Josh Fergeus gave the longest answer to the second question - "What would you do as a Senator to support LGBTIQA+ people and our rights?" - writing that out of all candidates, he has "by far the strongest track record of implementing Greens policy in favour of LGBTIQA+ individuals and communities in elected office."

"In my first 6 months on Council, I successfully added ‘transphobia’ to the list of forms of discrimination Council would aim to eliminate as part of our Council Plan. I launched Council’s first Community Needs Assessment with local LGBTQIA+ people in 2018 which resulted in many service improvements across Council and later established Council’s first LGBTQIA+ Advisory Committee."

"I have shown time and time again that I can advocate for and win support for our party’s policies, including our National and Victorian Sexual Orientation, Gender Identity, and Intersex Policies, and win over new Greens voters in the process."

Fergeus went on to say: "The overwhelming feedback I have received from members during the preselection campaign has been that we need to find a way to band together as an association of members. The bad faith interpretations of candidate responses to previous QGV surveys promulgated by some members, the misreporting of those responses on social media for non-members to misuse, and the unfair tactic of ublicly denouncing members for holding views that they do not in fact hold, have been major contributors to reputational damage suffered by the party in recent years."

"These contrived divisions between members must stop. When members disagree, we must debate ideas, not demonise people. As party members we must renew our understanding that we have all signed up to the same values and objectives and realise our profound responsibility to work together with respect."

Fergeus did not respond to any further questions, according to the QGV survey, including:

  • "Would you consult with Queer Greens on issues that affect LGBTIQA+ people?"

  • "Do you agree with the statement that "trans women are women, trans men are men, and gender diverse identities exist and are valid"?"

  • "Do you agree with the statement that "health care should affirm a person's sexual orientation and gender identity, and not seek to change or suppress it"?"

  • "Are there any LGBTIQA+ issues on which your personal views or actions don't or haven't align with Party policy, values, or community expectations?"
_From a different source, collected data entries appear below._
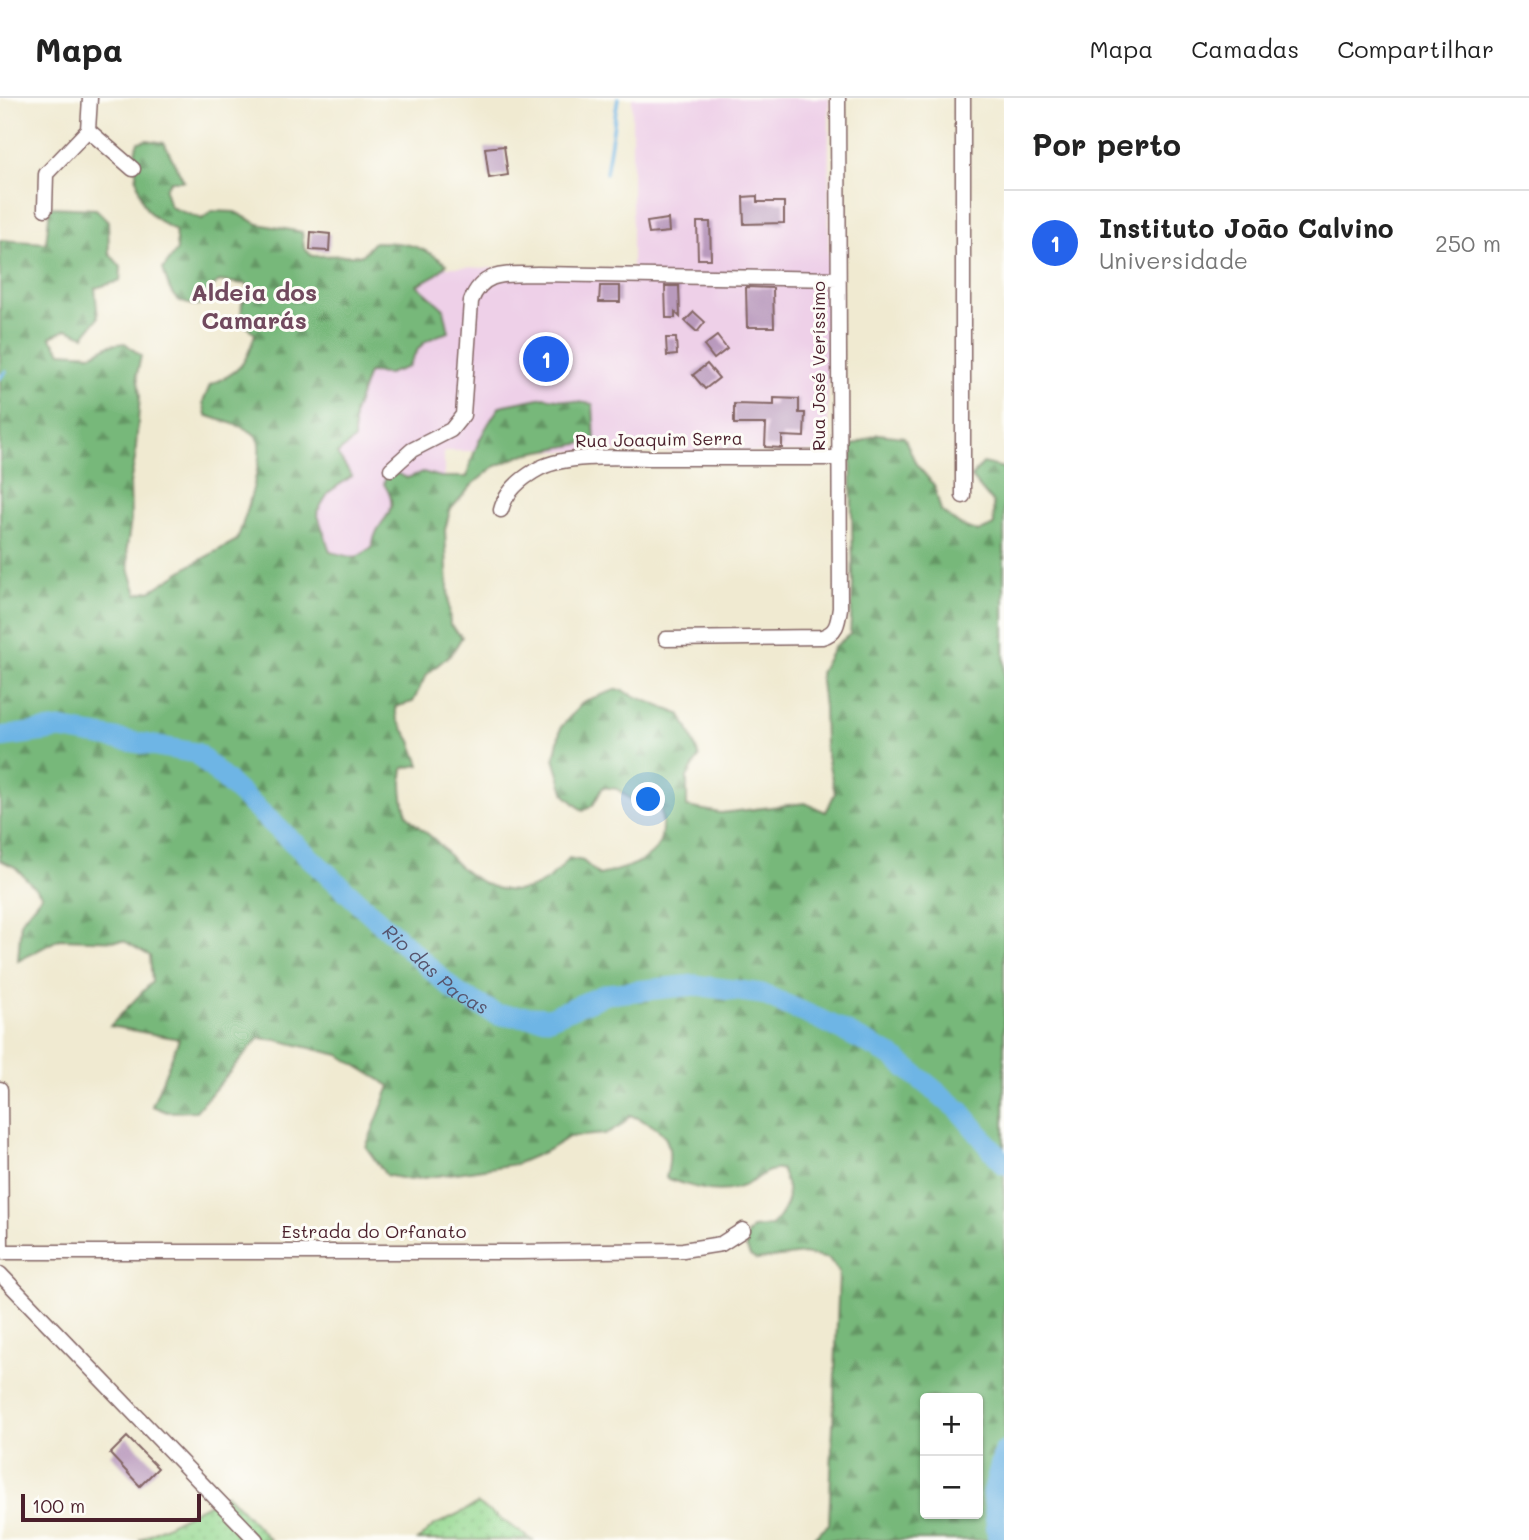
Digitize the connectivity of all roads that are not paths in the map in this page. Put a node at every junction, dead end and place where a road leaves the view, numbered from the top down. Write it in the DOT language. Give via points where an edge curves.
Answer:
graph roads {
  1 [pos="90,98"];
  2 [pos="838,98"];
  3 [pos="963,98"];
  4 [pos="88,130"];
  5 [pos="133,169"];
  6 [pos="46,209"];
  7 [pos="838,279"];
  8 [pos="838,458"];
  9 [pos="391,469"];
  10 [pos="963,496"];
  11 [pos="501,510"];
  12 [pos="666,639"];
  13 [pos="0,1089"];
  14 [pos="743,1230"];
  15 [pos="1,1252"];
  16 [pos="0,1274"];
  17 [pos="256,1540"];
  1 -- 4 [label="street"];
  2 -- 7 [label="street, Rua José Veríssimo"];
  3 -- 10 [label="street"];
  4 -- 5 [label="street"];
  4 -- 6 [label="street" via="46,174"];
  7 -- 8 [label="street, Rua José Veríssimo"];
  7 -- 9 [label="street" via="493,276 477,287 471,301 463,415 451,430 412,450"];
  8 -- 11 [label="street, Rua Joaquim Serra" via="559,462 514,486"];
  8 -- 12 [label="street, Rua José Veríssimo" via="840,608 833,632 815,637"];
  13 -- 15 [label="street"];
  14 -- 15 [label="street, Estrada do Orfanato" via="721,1244 683,1250"];
  16 -- 17 [label="street"];
}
Jefford, Risstrom, Hodgins-May, Sabaratnam and Truong all answered "yes" to the first three, and "no" to the fourth of those questions.

Other questions on the survey included ones about potential quotas "to ensure gender diversity" and reducing membership length requirements for voting in preselections.

Risstrom answered "maybe" to the question of quotas, writing: "I think the reality of administering quotas about and within the LGBTIQ+ community need consultation and considered decisions to make sure inclusion remains the primary impulse."

Reports of a 'rift' in the Victorian Greens over trans rights has been ongoing for more than a year, with Nine reporting in April this year that there was a "war on transphobia" within the party.

Leader Samantha Ratnam told 6 News exclusively in October 2022 that: "It’s really important we speak out against homophobia, transphobia, and any prejudice and discrimination we see happening."

In April 2022, the Greens released a statement saying they “reject any suggestion that trans rights should be up for debate,” after Melbourne councillor Rohan Leppert told The Age that he’s "never met a transphobic person in my party," and he "hope(s) that the left can make space for respectful debate."

Then in June, a second controversy unfolded, with Janet Rice saying it was "untenable" for Linda Gale to continue as Convenor of the Victorian Greens because she "co-authored a paper which I believe to be transphobic.”

Port Phillip Greens councillor Tim Baxter said at the time there are a "institutionally powerful people" in the party who hold transphobic views & claimed they had been "fighting to silence trans members and allies in the party."

Ms Gale said in a statement she will "fight for the right of trans and gender diverse people," but days later was no longer in the role & withdrew from an internal election.